──────── Recorded data ────────
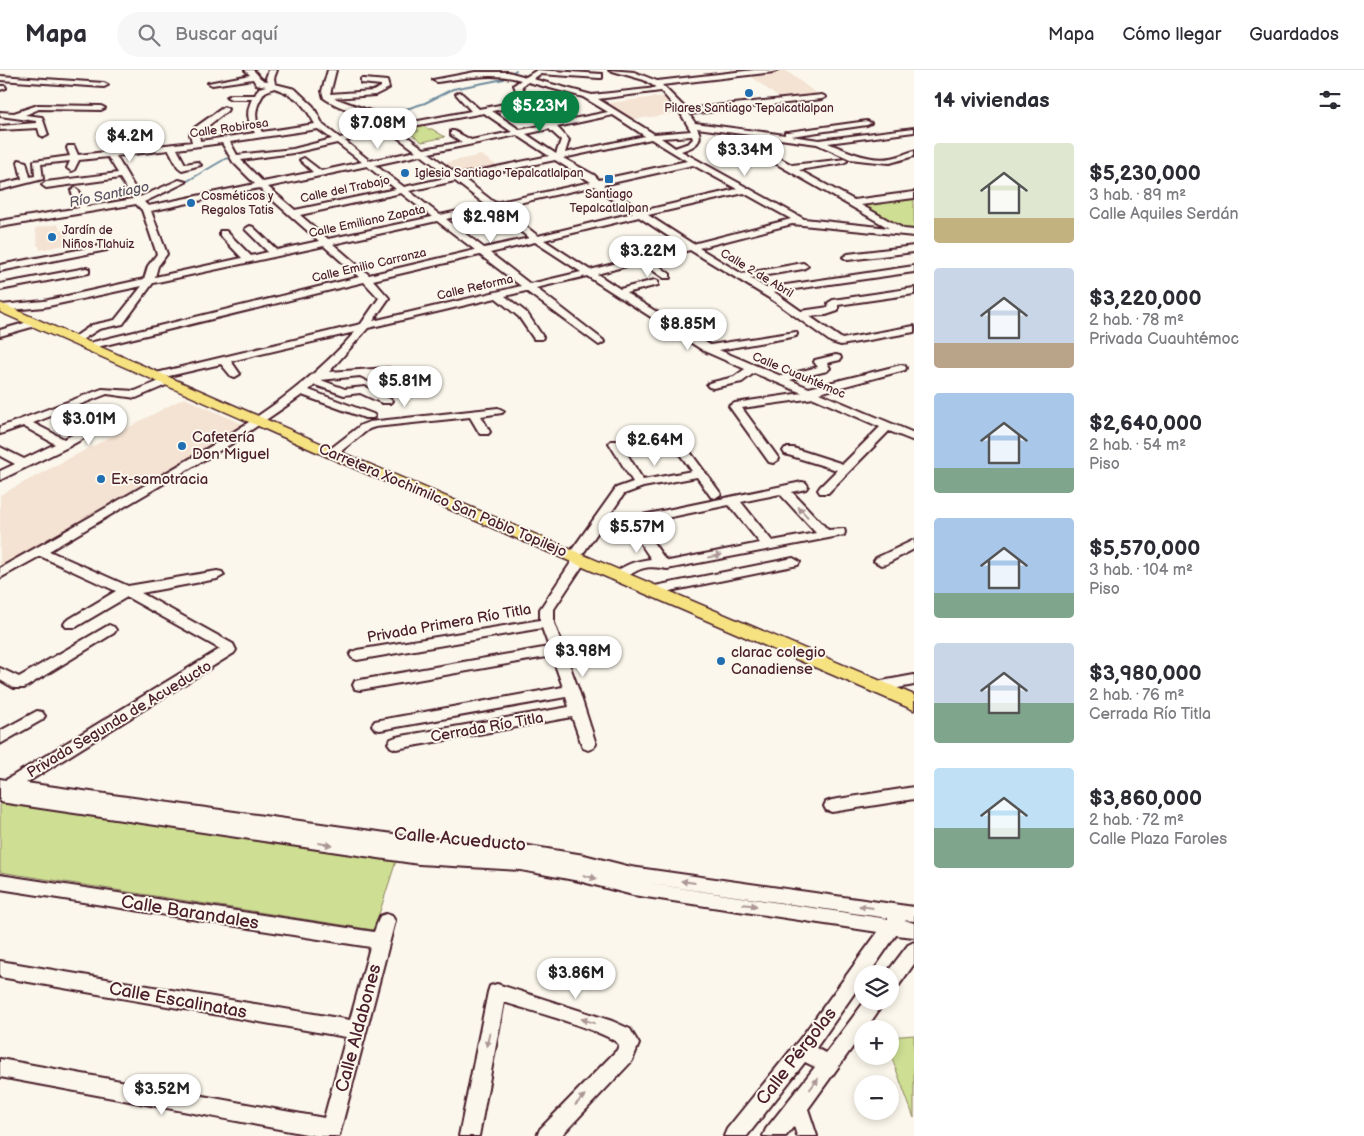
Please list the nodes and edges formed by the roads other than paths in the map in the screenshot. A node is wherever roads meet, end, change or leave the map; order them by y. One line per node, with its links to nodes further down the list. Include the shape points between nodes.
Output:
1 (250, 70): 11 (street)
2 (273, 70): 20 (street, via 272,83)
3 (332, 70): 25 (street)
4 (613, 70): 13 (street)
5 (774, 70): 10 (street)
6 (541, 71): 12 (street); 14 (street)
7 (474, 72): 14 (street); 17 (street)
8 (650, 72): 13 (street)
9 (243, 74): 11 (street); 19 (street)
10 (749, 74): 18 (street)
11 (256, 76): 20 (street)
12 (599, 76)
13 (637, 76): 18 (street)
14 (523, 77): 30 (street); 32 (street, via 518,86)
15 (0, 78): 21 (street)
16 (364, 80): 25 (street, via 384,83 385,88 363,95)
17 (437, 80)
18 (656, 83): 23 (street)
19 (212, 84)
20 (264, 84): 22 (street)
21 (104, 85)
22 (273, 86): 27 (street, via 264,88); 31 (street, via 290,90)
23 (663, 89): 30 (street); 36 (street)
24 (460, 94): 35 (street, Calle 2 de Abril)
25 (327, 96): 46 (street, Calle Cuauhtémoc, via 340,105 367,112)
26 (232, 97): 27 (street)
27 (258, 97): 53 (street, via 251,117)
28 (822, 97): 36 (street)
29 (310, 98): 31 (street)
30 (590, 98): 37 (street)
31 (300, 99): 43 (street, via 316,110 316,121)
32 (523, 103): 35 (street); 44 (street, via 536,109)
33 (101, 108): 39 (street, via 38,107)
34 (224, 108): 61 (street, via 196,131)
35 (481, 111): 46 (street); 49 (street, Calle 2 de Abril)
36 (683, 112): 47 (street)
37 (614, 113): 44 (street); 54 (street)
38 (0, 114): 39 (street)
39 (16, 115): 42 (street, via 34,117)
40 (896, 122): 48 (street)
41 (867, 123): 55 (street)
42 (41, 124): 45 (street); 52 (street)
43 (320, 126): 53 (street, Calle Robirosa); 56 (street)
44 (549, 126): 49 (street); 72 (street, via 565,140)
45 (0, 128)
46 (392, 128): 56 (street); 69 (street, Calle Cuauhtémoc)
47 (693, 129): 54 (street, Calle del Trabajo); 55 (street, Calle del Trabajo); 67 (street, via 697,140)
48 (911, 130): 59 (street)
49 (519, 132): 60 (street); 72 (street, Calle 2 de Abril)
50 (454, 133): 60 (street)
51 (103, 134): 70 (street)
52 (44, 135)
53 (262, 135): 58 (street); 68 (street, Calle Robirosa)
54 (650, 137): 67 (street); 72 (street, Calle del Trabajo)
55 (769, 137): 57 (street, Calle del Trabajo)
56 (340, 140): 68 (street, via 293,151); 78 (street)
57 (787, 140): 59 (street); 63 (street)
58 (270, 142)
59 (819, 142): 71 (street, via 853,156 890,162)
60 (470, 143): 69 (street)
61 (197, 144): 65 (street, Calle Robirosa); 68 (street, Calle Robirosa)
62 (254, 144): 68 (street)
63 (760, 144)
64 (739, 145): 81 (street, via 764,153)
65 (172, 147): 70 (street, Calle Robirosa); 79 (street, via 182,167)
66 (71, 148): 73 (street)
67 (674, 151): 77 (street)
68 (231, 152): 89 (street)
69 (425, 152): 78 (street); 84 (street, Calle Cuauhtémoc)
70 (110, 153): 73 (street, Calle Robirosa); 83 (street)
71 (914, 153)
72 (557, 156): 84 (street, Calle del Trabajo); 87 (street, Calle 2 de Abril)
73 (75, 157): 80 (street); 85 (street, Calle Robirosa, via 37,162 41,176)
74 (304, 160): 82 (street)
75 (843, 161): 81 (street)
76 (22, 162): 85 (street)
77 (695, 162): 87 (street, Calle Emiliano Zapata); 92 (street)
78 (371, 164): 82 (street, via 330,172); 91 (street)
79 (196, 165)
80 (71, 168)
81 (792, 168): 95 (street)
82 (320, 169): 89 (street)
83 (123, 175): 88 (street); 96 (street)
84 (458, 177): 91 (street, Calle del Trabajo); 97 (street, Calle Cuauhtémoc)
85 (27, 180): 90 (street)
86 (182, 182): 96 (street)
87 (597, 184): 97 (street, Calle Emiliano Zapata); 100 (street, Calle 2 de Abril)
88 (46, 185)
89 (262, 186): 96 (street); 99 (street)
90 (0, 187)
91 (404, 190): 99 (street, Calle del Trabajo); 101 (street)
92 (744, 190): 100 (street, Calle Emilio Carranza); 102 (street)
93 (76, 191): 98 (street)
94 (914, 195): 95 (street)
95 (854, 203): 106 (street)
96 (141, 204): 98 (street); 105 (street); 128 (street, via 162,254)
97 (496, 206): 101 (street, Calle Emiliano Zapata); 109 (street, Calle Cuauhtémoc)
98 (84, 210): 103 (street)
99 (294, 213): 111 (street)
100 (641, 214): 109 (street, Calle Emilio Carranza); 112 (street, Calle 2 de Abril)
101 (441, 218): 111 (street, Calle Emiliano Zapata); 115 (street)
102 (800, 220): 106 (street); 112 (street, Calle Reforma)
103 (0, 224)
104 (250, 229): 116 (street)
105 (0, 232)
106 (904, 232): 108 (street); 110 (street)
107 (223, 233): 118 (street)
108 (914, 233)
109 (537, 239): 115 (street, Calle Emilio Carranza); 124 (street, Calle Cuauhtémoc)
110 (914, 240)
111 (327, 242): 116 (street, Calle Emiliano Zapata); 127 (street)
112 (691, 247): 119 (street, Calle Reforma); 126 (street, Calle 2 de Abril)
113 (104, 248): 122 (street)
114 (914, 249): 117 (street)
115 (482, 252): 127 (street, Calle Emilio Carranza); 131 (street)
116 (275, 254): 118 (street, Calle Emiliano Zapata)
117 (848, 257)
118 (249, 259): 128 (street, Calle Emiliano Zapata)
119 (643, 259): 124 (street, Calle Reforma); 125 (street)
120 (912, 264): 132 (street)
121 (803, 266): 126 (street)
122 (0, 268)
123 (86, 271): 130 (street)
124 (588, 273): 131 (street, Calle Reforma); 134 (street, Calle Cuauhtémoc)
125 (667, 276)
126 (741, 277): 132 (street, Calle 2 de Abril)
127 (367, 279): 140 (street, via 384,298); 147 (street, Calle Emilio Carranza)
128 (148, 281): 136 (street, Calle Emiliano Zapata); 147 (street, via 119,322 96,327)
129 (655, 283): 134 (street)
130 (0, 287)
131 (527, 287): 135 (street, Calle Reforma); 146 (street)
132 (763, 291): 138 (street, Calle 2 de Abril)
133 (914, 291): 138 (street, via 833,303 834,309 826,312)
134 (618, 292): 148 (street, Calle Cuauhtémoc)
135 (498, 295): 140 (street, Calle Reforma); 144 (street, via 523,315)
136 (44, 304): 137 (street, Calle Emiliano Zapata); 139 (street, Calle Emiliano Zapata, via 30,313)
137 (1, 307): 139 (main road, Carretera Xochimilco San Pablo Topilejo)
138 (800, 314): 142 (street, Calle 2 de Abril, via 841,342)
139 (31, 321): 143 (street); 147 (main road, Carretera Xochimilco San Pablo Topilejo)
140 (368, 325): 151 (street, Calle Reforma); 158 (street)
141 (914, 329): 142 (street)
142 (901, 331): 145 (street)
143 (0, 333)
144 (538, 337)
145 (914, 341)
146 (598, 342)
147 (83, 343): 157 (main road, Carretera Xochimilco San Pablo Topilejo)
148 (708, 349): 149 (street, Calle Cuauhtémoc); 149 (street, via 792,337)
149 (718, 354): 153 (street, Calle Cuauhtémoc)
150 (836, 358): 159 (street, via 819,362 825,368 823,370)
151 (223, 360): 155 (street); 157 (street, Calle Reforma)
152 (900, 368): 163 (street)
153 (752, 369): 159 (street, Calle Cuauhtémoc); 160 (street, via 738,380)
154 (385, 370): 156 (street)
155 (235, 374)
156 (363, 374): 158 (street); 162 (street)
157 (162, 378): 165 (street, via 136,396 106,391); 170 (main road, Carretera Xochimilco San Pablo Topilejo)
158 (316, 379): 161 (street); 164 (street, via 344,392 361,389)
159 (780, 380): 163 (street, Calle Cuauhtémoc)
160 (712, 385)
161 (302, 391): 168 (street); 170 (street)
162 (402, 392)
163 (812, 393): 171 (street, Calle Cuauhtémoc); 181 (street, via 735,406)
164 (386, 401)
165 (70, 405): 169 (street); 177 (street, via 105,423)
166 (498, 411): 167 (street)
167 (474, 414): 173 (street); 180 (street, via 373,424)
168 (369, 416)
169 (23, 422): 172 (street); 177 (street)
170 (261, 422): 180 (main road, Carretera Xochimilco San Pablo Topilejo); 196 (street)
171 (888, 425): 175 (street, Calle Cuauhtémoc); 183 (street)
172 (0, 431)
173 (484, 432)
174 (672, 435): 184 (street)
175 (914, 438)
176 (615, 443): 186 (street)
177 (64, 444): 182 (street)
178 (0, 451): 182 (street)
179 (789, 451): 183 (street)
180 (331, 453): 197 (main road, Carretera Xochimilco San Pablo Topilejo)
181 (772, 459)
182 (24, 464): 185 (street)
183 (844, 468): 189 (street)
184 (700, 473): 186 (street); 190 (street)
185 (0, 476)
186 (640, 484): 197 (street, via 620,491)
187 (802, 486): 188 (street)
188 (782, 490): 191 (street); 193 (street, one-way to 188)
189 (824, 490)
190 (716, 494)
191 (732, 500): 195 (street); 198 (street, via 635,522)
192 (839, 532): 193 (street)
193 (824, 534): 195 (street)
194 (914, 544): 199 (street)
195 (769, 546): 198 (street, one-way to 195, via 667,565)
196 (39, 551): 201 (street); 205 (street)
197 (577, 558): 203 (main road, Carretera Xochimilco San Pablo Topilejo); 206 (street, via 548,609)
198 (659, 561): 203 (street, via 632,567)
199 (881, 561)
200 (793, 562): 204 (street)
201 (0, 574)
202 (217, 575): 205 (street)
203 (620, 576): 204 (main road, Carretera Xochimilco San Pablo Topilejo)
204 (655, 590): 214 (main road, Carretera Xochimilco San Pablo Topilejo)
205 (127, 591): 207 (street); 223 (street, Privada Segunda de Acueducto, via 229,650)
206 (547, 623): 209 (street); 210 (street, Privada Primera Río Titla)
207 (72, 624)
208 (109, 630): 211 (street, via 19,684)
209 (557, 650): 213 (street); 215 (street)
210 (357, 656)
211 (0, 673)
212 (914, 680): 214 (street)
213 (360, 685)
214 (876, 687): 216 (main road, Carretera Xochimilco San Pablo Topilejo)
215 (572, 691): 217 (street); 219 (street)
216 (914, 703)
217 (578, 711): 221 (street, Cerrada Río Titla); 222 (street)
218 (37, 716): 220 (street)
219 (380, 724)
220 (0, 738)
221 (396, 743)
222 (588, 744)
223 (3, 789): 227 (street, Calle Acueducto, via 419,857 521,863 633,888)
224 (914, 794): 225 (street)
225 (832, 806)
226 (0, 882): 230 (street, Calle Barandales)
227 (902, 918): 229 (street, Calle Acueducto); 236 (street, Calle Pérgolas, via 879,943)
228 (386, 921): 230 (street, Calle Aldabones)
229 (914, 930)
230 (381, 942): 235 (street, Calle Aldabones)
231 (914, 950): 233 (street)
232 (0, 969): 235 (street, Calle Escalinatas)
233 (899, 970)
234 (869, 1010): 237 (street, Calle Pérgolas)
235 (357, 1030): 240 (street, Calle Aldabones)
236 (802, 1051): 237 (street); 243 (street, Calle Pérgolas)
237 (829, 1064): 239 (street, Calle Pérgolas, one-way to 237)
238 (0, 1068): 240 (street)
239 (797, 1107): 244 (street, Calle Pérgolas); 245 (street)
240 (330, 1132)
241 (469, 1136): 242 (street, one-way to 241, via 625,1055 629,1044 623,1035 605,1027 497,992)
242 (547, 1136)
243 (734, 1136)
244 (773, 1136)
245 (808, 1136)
────────
──────── Recorded data ────────
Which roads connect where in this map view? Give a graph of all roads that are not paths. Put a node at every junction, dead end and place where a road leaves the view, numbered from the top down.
────────
Your instructions: Search the data for "roads" and list every line in which it occurs.

Answer:
Please list the nodes and edges formed by the roads other than paths in the map in the screenshot. A node is wherever roads meet, end, change or leave the map; order them by y. One line per node, with its links to nodes further down the list. Include the shape points between nodes.
Which roads connect where in this map view? Give a graph of all roads that are not paths. Put a node at every junction, dead end and place where a road leaves the view, numbered from the top down.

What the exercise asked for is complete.